#### Work to be completed
Copy each line of the entries that includes the word "Nguyễn".

Source data:
⟨

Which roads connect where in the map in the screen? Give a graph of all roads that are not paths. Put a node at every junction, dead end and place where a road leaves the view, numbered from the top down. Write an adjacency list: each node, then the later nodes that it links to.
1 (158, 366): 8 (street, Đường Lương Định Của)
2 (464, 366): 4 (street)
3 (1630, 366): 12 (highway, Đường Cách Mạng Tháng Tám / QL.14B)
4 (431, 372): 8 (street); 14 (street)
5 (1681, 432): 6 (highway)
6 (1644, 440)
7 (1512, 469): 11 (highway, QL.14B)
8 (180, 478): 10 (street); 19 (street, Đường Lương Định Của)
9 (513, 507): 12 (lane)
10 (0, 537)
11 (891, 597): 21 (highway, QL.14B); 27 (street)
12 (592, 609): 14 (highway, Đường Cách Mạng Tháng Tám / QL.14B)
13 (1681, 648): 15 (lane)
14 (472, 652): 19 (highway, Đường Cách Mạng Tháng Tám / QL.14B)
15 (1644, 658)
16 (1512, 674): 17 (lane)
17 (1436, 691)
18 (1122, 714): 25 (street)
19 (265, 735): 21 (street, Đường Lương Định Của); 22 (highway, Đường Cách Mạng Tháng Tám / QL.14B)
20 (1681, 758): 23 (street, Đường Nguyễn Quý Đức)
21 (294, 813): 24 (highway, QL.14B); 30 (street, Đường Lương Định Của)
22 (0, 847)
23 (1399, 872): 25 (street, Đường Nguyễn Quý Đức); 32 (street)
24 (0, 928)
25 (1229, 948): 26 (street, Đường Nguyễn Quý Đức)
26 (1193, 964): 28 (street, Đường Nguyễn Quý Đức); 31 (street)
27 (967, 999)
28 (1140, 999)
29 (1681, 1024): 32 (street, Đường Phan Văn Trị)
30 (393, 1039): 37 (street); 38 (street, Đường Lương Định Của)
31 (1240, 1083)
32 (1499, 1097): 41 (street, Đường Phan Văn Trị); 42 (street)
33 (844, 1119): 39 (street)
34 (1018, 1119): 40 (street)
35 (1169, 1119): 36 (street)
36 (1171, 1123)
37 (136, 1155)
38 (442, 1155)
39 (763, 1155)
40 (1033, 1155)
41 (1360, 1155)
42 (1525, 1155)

⟩

#### Output of the exercise
20 (1681, 758): 23 (street, Đường Nguyễn Quý Đức)
23 (1399, 872): 25 (street, Đường Nguyễn Quý Đức); 32 (street)
25 (1229, 948): 26 (street, Đường Nguyễn Quý Đức)
26 (1193, 964): 28 (street, Đường Nguyễn Quý Đức); 31 (street)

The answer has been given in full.